「銃を持つ民主主義」

イメージ 1近代民主主義の発祥地であるアメリカは、銃による殺人事件が後を絶ちません。その「銃を持つ民主主義」背景を、アメリカという国ができた経緯にまで遡ります。アメリカの民主主義が約4世紀も前のイギリスの過激分子であったピューリタン革命に起源を持っているといいます。1688年の名誉革命の後にできあがった権利章典7章は、国王に対して当時は「自由人」として呼ばれた一般市民が、自衛のための武器を持つ権利を文書で認めさせたものです。常備軍を持つ国王の専制化に歯止めをかけるため民兵組織を制度化して、イギリス立憲君主制の発足をサポートした規定だそうです。この当時として極めて過激な規定は、そのまま大西洋を渡ってアメリカ植民地での民兵制度の基礎となり、その民主主義に「武力行使というDNA」を埋め込んだのです。アメリカ独立はこの民兵部隊によるイギリス国王派遣の常備軍に対する勝利の結果でした。これが、市民の権利として銃の保持を認める合衆国憲法修正第二条となり、アメリカ民主主義のインフラに定着したのです。その後、この「銃を持つ民主主義」は、先住民インディアンの排除や黒人奴隷の差別という影を引きずりながら、「明白な天命」を信じて西へ西へと拡大を続けます。やがて州兵と名前を変えた民兵部隊は、南北戦争を経てアメリカ合衆国軍という強力常備軍の一部となり、第一次、第二次世界大戦、東西冷戦と勝利を重ね、朝鮮戦争での引き分け、ベトナム戦争での敗戦を経験てきました。

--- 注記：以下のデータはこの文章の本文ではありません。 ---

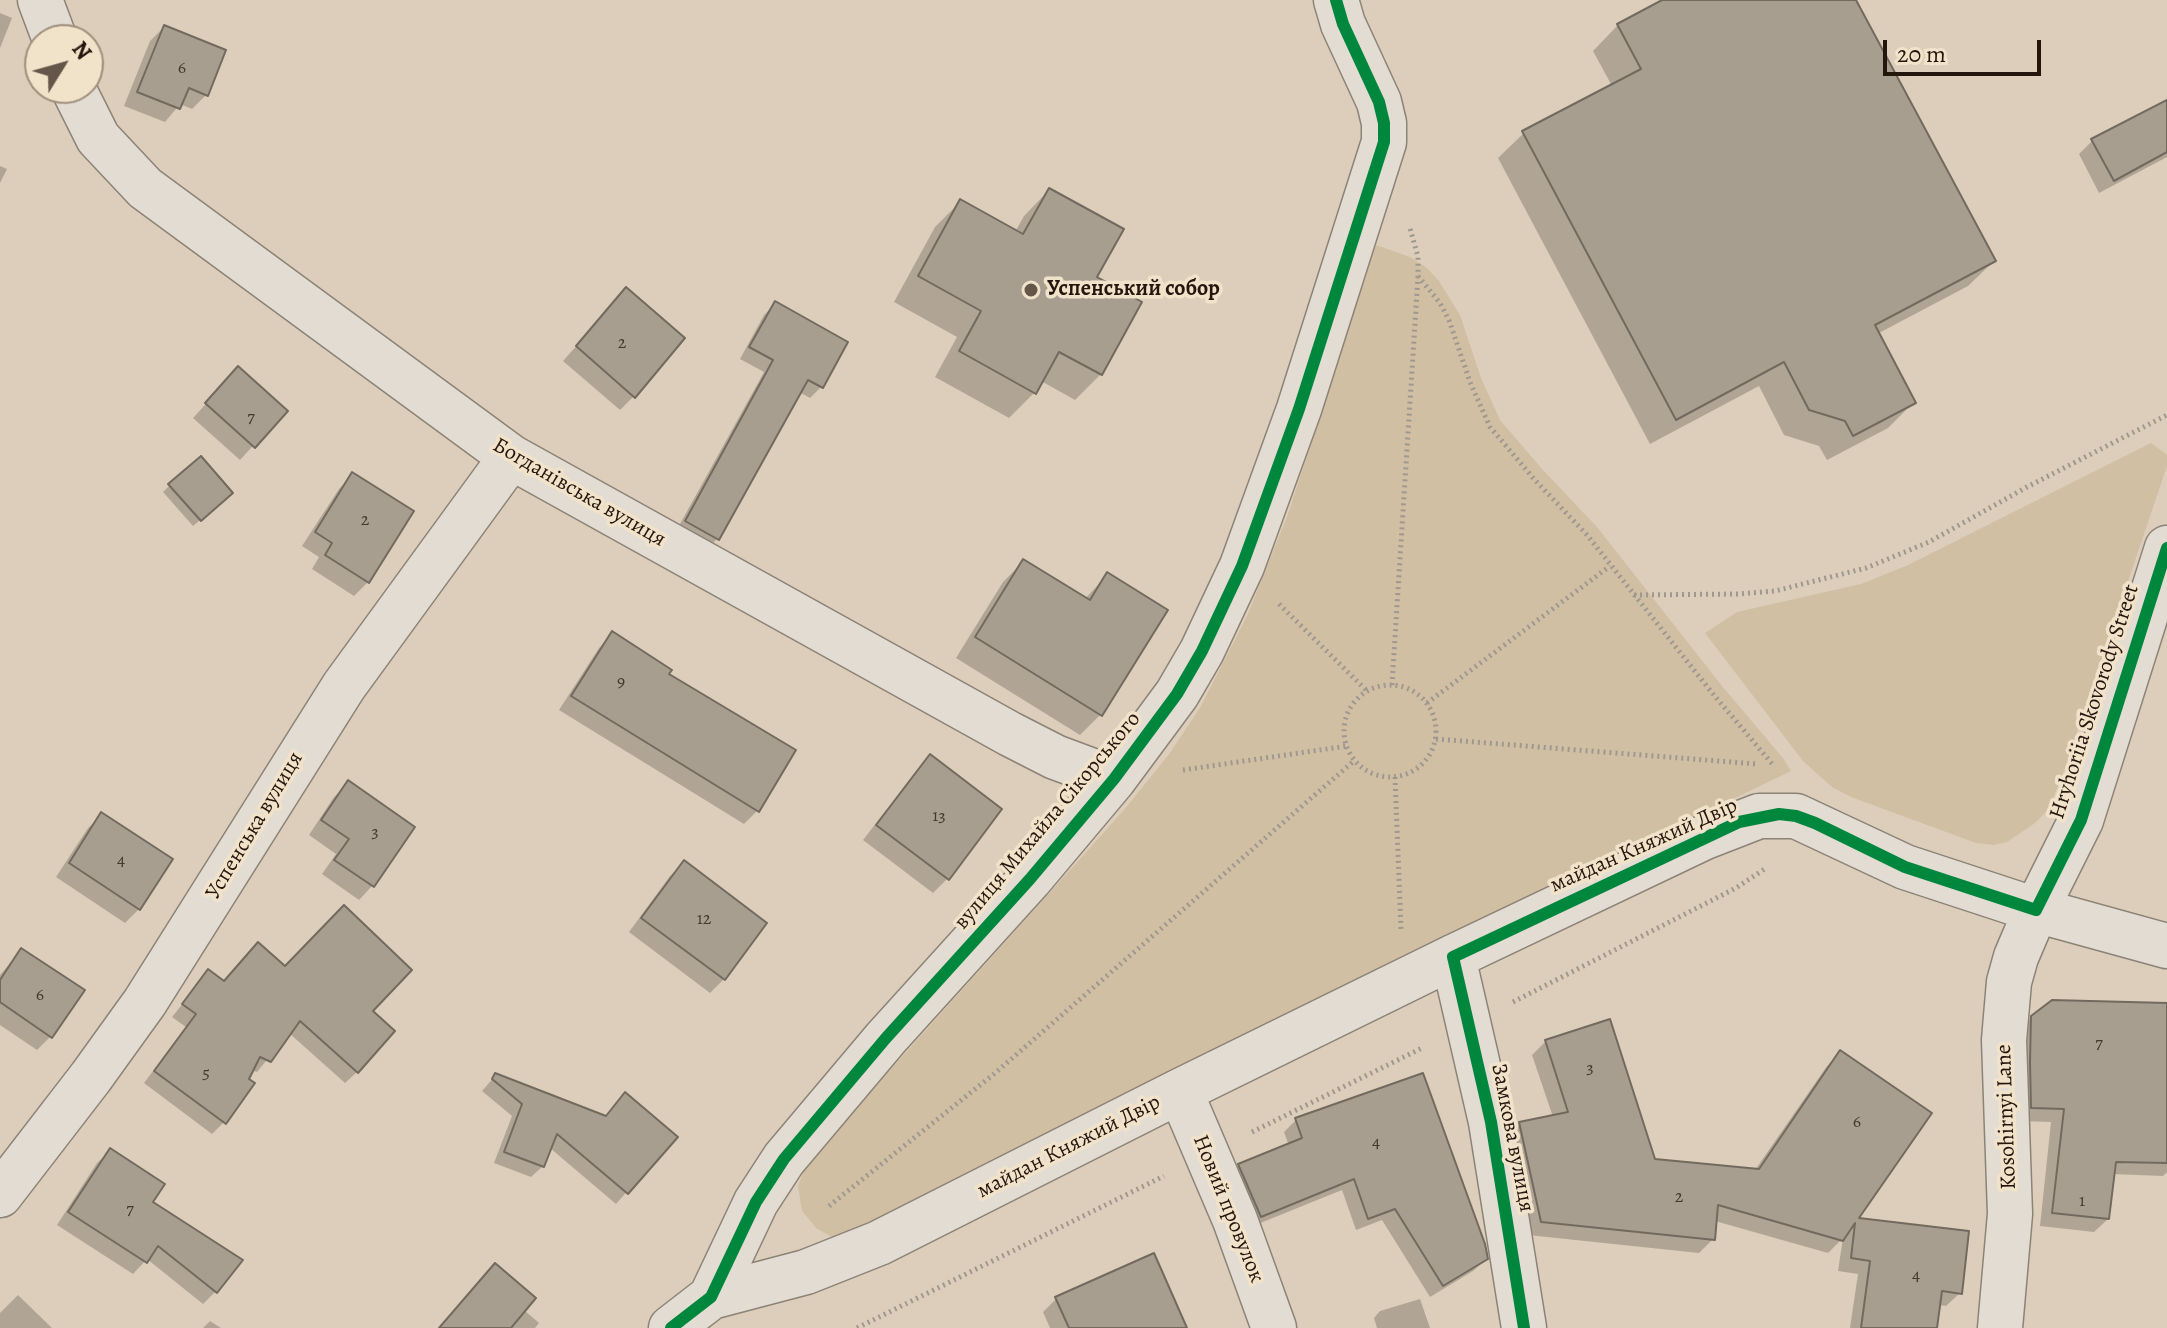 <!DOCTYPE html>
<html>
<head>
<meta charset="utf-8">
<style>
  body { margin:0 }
  #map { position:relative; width:2167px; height:1328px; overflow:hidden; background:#dcceba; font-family:Alegreya,serif }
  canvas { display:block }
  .north { position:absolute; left:24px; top:24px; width:80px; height:80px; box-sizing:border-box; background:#f1e2ca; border:2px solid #9f907e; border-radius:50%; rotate:53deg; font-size:22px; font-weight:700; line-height:32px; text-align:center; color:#25160d }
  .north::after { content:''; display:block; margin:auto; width:28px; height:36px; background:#65564a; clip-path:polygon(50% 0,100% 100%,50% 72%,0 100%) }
  .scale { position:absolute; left:1883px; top:40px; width:158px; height:36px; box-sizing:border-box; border:4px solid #25160d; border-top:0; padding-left:10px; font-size:24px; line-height:28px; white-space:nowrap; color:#25160d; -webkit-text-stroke:6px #f1e2ca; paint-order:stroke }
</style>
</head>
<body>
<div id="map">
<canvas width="2167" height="1328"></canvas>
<div class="north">N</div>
<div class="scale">20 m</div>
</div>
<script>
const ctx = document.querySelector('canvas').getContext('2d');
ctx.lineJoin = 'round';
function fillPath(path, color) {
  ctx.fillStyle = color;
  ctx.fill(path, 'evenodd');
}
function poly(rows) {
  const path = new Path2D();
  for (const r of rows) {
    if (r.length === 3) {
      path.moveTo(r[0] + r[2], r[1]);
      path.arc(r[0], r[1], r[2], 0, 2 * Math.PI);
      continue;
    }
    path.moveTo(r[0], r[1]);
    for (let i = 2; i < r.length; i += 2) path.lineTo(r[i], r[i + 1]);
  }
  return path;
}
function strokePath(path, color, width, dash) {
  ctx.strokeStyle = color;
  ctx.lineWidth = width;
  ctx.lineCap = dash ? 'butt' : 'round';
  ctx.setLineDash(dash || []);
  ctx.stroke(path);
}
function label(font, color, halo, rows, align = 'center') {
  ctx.font = font + ' Alegreya,serif';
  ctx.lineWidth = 7;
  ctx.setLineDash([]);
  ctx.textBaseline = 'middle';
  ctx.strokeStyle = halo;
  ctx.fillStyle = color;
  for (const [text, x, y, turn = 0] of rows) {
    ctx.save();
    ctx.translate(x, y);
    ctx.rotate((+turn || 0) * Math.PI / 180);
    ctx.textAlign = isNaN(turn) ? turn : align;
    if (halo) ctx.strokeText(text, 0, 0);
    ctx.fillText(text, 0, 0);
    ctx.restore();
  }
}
fillPath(poly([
  [1376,245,1410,257,1427,268,1439,281,1460,315,1481,378,1500,420,1543,470,1597,527,1722,686,1783,758,1791,771,1482,920,882,1223,834,1238,816,1228,802,1211,798,1186,805,1168,817,1151,1124,810,1170,753,1201,706,1247,616,1287,517],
  [2151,443,2167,455,2167,466,2063,774,2051,803,2044,814,2035,823,2007,842,1994,845,1976,843,1851,797,1832,787,1803,761,1705,633,1737,612,1861,584,1908,565]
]), '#d1bfa4');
fillPath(poly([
  [1666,0,1854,0,1994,261,1968,286,1877,334,1913,403,1888,428,1827,460,1819,446,1784,435,1759,386,1650,444,1498,158,1524,133,1612,86,1593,51,1618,25],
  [0,13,12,18,0,48],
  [164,27,206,95,192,109,180,104,165,122,124,106,150,41],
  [2167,118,2167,157,2099,193,2079,154,2092,141],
  [0,166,7,169,0,183],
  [1049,190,1095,278,1101,374,1075,400,1041,381,1035,392,1009,418,935,377,957,337,894,302,935,227,960,202,1015,232,1024,216],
  [626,290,634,396,620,410,563,361],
  [775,304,821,387,810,398,799,392,717,539,706,550,675,533,764,372,740,359,764,315],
  [225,383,285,411,240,460,193,418],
  [352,475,412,512,368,582,354,596,312,569,319,557,302,546,339,489],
  [170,485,224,500,193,526,163,492],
  [1023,562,1085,599,1107,575,1100,715,1080,735,956,658,1003,582],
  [612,634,666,675,757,811,744,824,559,710,599,648],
  [930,757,1000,810,947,879,933,893,863,840,917,770],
  [348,783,372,886,359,900,322,874,336,854,309,835,334,797],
  [102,815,139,909,125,923,56,877,88,828],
  [684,863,765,924,724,979,710,993,629,932,670,876],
  [21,950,51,1036,37,1050,0,1025,0,975],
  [285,969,370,1011,357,1072,345,1083,289,1033,257,1072,251,1070,224,1122,212,1134,144,1083,186,1027,172,1017,208,972,223,983],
  [2167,1005,2167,1172,2163,1176,2112,1174,2108,1219,2094,1232,2040,1226,2051,1122,2019,1121,2019,1031,2032,1017],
  [1546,1041,1654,1160,1755,1170,1827,1066,1841,1052,1855,1219,1960,1293,1946,1306,1938,1305,1935,1328,1850,1328,1858,1274,1838,1271,1843,1238,1828,1253,1715,1221,1713,1239,1699,1253,1528,1235,1507,1137,1520,1124,1553,1117,1532,1055],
  [496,1075,605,1117,615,1106,675,1137,616,1204,550,1148,543,1166,531,1177,494,1163,512,1116,482,1091],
  [1296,1120,1486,1259,1473,1271,1430,1297,1382,1220,1356,1230,1342,1190,1248,1228,1227,1178,1239,1166,1289,1146,1284,1132],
  [110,1151,216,1291,203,1304,147,1259,133,1274,57,1225,97,1163],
  [495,1265,524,1310,539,1323,535,1328,439,1328],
  [18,1295,52,1328,0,1328,0,1313],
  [1057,1298,1185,1328,1050,1328,1043,1312],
  [1420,1299,1430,1328,1377,1328,1374,1318,1380,1311],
  [210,1321,221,1328,203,1328]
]), '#0003');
const building = poly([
  [1662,0,1856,0,1996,261,1875,325,1916,403,1853,436,1845,421,1809,410,1784,362,1676,420,1522,131,1641,69,1617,24,1662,0],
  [164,25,226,50,208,96,189,88,180,109,137,92,164,25],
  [2167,100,2167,152,2114,181,2091,139,2167,100],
  [1049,188,1124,229,1097,277,1142,302,1102,375,1059,352,1036,394,959,351,981,311,918,276,960,199,1023,234,1049,188],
  [626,287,685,338,635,398,576,346,626,287],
  [775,301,848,342,823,388,808,380,719,540,685,521,773,360,749,347,775,301],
  [238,366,288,411,255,448,205,403,238,366],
  [201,456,233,493,201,521,168,484,201,456],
  [352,472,414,511,369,583,325,555,332,543,315,532,352,472],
  [1023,559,1090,600,1107,572,1168,610,1102,716,975,637,1023,559],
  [612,631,672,670,669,674,796,750,759,812,571,696,612,631],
  [930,754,1002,809,949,880,876,825,930,754],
  [348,780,415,827,374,887,334,860,349,839,321,820,348,780],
  [101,812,173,859,140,910,69,863,101,812],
  [684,860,767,923,725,980,641,918,684,860],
  [344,905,412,970,373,1011,395,1031,358,1073,300,1021,271,1062,260,1057,249,1079,255,1083,226,1124,154,1071,196,1014,182,1004,208,969,224,981,258,942,285,966,344,905],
  [21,948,85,990,52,1038,0,1002,0,980,21,948],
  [2052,1000,2167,1003,2167,1163,2116,1162,2109,1219,2052,1213,2064,1109,2031,1108,2030,1062,2031,1016,2052,1000],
  [1610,1019,1655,1159,1759,1169,1840,1050,1932,1113,1859,1218,1969,1231,1962,1294,1942,1291,1937,1328,1861,1328,1870,1261,1851,1258,1855,1223,1843,1241,1718,1205,1715,1240,1541,1222,1519,1122,1568,1112,1545,1040,1610,1019],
  [495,1073,606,1116,625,1092,678,1137,628,1194,557,1134,544,1167,504,1152,522,1104,492,1079,495,1073],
  [1423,1073,1485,1244,1488,1259,1443,1286,1395,1209,1368,1219,1354,1179,1261,1217,1238,1164,1302,1138,1295,1118,1423,1073],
  [110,1148,165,1184,153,1202,243,1260,217,1293,158,1246,147,1263,68,1212,110,1148],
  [1154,1253,1187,1328,1069,1328,1055,1297,1154,1253],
  [495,1263,536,1298,511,1328,439,1328,495,1263]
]);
fillPath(building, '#a89e90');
strokePath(building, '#736a5f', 2);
const street = poly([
  [40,0,55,40],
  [73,88,98,138,145,188,511,457,1010,734,1055,757,1114,779],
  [1453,957,1491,1122,1524,1328],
  [1180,1091,1235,1220,1274,1328],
  [0,1195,91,1077,145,1002,344,686,511,457],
  [711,1297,806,1272,879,1243,1180,1091,1453,957,1705,837,1759,816,1796,816,1905,867,2036,910,2167,946],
  [671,1328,711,1297,756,1202,784,1159,886,1038,1030,879,1114,779,1177,694,1202,651,1242,566,1299,409,1384,142,1384,123,1379,102,1343,24,1336,0],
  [2000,1328,2010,1214,2004,1040,2009,982,2016,957,2036,910,2081,820,2167,548]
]);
strokePath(street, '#8c8377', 47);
strokePath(poly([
  [1418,276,1440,303,1449,320,1470,382,1490,427,1534,479,1587,535,1713,694,1774,766],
  [1634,595,1738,594,1775,591,1866,568,1929,542,2027,487,2167,415],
  [1279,604,1367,691],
  [1392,685,1418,276,1418,257,1410,228],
  [1390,731,46],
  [1427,703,1610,566],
  [1436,739,1757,764],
  [1183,770,1347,746],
  [1395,777,1401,929],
  [1513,1002,1736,888,1766,868],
  [1252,1132,1422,1048],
  [829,1206,994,1074,1355,760],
  [857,1328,1164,1176]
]), '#9f9890', 5, [2, 4]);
strokePath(street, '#e3dcd3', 44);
strokePath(poly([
  [671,1328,711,1297,756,1202,784,1159,886,1038,1030,879,1114,779,1177,694,1202,651,1242,566,1299,409,1384,142,1384,123,1379,102,1343,24,1336,0],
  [1524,1328,1491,1122,1453,957,1739,822,1779,814,1796,816,1815,823,1905,867,2036,910,2081,820,2167,548]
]), '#00873e', 12);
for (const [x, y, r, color] of [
  [1031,290,8,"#65564a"]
]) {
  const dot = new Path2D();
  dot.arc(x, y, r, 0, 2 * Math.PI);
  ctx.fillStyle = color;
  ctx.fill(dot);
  strokePath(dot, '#f1e2ca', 3);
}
label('18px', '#46382e', null, [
  ["6",182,69],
  ["2",622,344],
  ["7",251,418],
  ["2",365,521],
  ["9",621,683],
  ["13",939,817],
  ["3",375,833],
  ["4",121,861],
  ["12",704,920],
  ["6",40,996],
  ["7",2099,1044],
  ["3",1590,1069],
  ["5",206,1074],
  ["6",1857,1123],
  ["4",1376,1143],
  ["2",1679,1198],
  ["1",2082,1202],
  ["7",130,1210],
  ["4",1916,1276]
]);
label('bold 22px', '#25160d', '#f1e2ca', [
  ["Успенський собор",1047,290]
], 'left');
label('22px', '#25160d', '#f1e2ca', [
  ["Богданівська вулиця",579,493,30],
  ["Hryhoriia Skovorody Street",2095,702,-72],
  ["вулиця Михайла Сікорського",1048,821,-50],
  ["Успенська вулиця",255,826,-59],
  ["майдан Княжий Двір",1644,846,-24],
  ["Kosohirnyi Lane",2007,1117,-92],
  ["Замкова вулиця",1512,1138,79],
  ["майдан Княжий Двір",1069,1147,-27],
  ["Новий провулок",1228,1209,68]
]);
</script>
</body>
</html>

アメリカの転機となったのはベトナム戦争で、1968年の大統領にニクソンが当選してアメリカ政治が保守化の傾向を深める分水嶺となりました。ニクソンは、アメリカを「世界の警察官」から国益を追う「一競争者」へと変身させ、中ソ対立を逆手に取った中国との和解という大勝負で世界を変えました。これがその後の東西冷戦終結のタネともなります。敗戦というベトナム戦争症候群にさいなまれたアメリカを、レーガン大統領が登場して自信を回復させます。その東西冷戦一人勝ち後に、ネオコンと呼ばれる政策グループが「自由の帝国」としての責任を叫んでブッシュ大統領イラク戦争に踏み切らせましたが、サダムフセイン政権の追放という「レジーム・チェンジ」には成功したものの、その後の「ネーション・ビルディング」には躓いて、「対ゲリラ戦争」に直面して多くの教訓を示唆しています。
アメリカは空間的に広大なばかりでなく、産業構造の変化が激しく、国民の出身民族構成の変容も大きく、それが政治にも反映されやすいのです。つまり、いまだに「実験国家」という性格が強く見られ、将来の見通しを既存の知識で判断するには十分ではなく、絶えず動静を注視して見極めていかねばなりません。
最後に、著者は日本との関係において、ドイツのドレスデンで行なわれている戦争当事者双方による和解の儀式が、ドイツ同様に東京大空襲や広島長崎の原爆投下という無差別殺人に見舞われた日本でも、日米両国の相互理解を確立するために行なわれて欲しい希求しています。同盟を組むアメリカという国のためにも「ドレスデンの和解」を日本でもやらねばならない、その上での自衛隊国債派遣でなくてはならないと言います。日本中を焦土にする爆撃作戦を実行したルメイ将軍に、日本の自衛隊育成に貢献したと勲一等旭日大綬章授与したことをはじめ、いまだに続く敗戦を終戦、占領軍を進駐軍と言い換える現実直視の回避、硫黄島での1万人以上の戦死者遺骨の未回収、などの日本側でのあの戦争への「けじめ」の欠如は事欠かないのです。アメリカ大統領による広島献花は、その空白を補って余りあり、「アメリカという国」ときちんと向き合うためにも、この大本の「けじめ」をきちんと実現しないといけないのです。しかし、その前に近隣諸国との「歴史問題」をアメリカ頼みではなく、自力で解決しておかねばなりません。